アリスン・モントクレア3

大好きなシリーズの三作目にあたる『疑惑の入会者』です。噂ではすでに出版されているのは五作ということですので、続編も楽しみです。毎回すてきなウィットを加えながら、アイリス・スパークスとグウェン・ベインブリッジの凸凹コンビが繰り広げる展開ですが、今回も愉しませてもらいました。また巻末の解説をみて驚かされました。それによれば、じつは作者はテキサス出身のアメリカ人で、しかも男性だという点でした。当人アラン・ゴードン氏の本業は弁護士で、小説だけでなく脚本なども手掛ける多芸多才な方のようです。そう云えば、文字を追っていると、女性目線ではなく、どこかしら男性的な形容が感じられたので、種明かしがされて、ああなるほどねと得心した次第です。それでも、そこかしこに繰り出されるウィットには笑わされます。万事に即物的なアメリカ人にも、ユーモア精神たっぷりの方が居るのでしょうね。

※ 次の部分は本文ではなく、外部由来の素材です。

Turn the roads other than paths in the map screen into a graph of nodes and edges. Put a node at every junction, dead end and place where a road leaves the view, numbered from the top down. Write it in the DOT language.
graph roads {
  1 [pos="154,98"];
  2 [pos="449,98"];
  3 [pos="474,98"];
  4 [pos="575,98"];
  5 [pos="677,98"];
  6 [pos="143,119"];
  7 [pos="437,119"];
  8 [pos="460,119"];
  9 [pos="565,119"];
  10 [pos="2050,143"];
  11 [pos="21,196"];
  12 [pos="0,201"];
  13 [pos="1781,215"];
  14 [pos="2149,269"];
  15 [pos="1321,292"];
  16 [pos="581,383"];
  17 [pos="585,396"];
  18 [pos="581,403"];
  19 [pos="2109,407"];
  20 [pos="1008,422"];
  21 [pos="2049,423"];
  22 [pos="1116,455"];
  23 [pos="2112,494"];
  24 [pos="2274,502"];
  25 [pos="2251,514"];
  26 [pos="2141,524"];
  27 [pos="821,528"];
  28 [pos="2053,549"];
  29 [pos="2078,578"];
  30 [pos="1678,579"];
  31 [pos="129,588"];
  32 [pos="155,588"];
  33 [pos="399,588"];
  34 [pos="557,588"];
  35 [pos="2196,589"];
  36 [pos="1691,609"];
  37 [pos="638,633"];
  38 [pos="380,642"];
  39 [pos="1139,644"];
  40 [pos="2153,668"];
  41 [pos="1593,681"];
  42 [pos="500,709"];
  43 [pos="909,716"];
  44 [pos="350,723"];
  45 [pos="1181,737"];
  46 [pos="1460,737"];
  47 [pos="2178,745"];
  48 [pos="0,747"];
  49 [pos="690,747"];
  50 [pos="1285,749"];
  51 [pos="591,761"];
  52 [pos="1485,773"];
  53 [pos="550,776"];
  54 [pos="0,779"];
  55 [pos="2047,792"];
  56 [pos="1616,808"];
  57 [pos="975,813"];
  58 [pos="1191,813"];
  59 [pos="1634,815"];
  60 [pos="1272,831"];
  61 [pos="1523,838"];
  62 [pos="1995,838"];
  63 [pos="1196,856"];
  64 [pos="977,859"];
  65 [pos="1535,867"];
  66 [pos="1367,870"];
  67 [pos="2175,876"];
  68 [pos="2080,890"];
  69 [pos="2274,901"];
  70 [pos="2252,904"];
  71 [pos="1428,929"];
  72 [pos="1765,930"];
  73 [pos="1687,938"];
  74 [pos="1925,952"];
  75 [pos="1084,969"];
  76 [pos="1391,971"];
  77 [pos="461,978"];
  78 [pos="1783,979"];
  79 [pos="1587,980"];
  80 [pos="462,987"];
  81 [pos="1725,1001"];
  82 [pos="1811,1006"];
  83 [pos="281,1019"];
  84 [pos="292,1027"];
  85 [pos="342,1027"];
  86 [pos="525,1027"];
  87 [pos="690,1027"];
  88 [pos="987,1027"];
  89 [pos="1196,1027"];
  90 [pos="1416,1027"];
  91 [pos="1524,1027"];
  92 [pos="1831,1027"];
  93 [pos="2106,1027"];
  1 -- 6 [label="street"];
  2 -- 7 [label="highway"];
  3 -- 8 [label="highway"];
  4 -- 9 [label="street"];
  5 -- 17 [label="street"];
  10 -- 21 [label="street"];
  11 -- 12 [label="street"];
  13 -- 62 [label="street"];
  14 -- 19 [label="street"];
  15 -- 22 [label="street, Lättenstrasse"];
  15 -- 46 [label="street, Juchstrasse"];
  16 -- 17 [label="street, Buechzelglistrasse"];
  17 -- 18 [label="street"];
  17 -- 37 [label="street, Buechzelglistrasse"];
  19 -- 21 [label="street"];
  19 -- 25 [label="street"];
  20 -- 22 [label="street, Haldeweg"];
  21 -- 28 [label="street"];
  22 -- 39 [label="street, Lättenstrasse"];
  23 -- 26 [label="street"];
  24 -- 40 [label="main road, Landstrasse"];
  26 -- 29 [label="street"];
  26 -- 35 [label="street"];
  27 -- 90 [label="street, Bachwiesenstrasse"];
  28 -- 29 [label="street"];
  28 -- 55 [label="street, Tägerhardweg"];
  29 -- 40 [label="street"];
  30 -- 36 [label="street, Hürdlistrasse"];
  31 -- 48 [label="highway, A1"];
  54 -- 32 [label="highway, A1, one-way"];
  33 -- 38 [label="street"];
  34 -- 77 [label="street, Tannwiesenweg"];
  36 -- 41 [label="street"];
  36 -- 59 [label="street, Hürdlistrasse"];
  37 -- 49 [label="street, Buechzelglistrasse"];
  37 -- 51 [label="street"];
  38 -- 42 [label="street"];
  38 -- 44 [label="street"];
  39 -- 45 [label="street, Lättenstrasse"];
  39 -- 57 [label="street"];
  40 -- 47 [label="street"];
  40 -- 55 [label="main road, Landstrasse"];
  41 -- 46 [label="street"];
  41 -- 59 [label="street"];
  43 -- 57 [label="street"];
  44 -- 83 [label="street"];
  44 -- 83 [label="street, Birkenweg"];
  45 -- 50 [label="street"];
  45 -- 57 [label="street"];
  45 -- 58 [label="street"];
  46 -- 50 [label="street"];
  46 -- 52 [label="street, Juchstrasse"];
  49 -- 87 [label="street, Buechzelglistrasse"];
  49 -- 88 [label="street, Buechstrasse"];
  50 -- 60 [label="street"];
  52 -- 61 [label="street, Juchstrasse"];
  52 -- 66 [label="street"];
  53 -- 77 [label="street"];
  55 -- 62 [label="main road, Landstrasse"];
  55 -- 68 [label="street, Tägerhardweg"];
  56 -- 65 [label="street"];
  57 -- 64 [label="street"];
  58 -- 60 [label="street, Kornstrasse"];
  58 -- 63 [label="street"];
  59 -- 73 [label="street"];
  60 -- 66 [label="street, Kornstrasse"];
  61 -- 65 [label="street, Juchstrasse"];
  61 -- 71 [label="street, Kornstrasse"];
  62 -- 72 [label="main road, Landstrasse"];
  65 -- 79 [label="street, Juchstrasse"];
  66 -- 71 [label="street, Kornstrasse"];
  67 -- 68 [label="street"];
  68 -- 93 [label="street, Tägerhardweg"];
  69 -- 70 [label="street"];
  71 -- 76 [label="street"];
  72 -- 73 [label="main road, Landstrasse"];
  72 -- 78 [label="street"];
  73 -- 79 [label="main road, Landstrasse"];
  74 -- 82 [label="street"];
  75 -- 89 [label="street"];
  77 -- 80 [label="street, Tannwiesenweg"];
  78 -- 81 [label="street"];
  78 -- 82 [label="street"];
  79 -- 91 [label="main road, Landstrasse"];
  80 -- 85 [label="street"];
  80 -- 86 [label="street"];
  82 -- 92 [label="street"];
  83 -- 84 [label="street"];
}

ユーモアというのは心のオアシスでもあり、会話のよき潤滑油にもなります。よくない意味で生真面目な我がニッポン人は、おそらく百年かけても、そういった領域に到達できそうにありませんが。
さて余談ながら、最後の方に『机の秘密』という短編が加えられておりました。軽めかも知れませんが、短いなかにもミセス・ベインブリッジとミス・スパークスの魅力がちゃんと描かれています。これを読んで、「短編もまた愉しからずや」と再認識した次第です。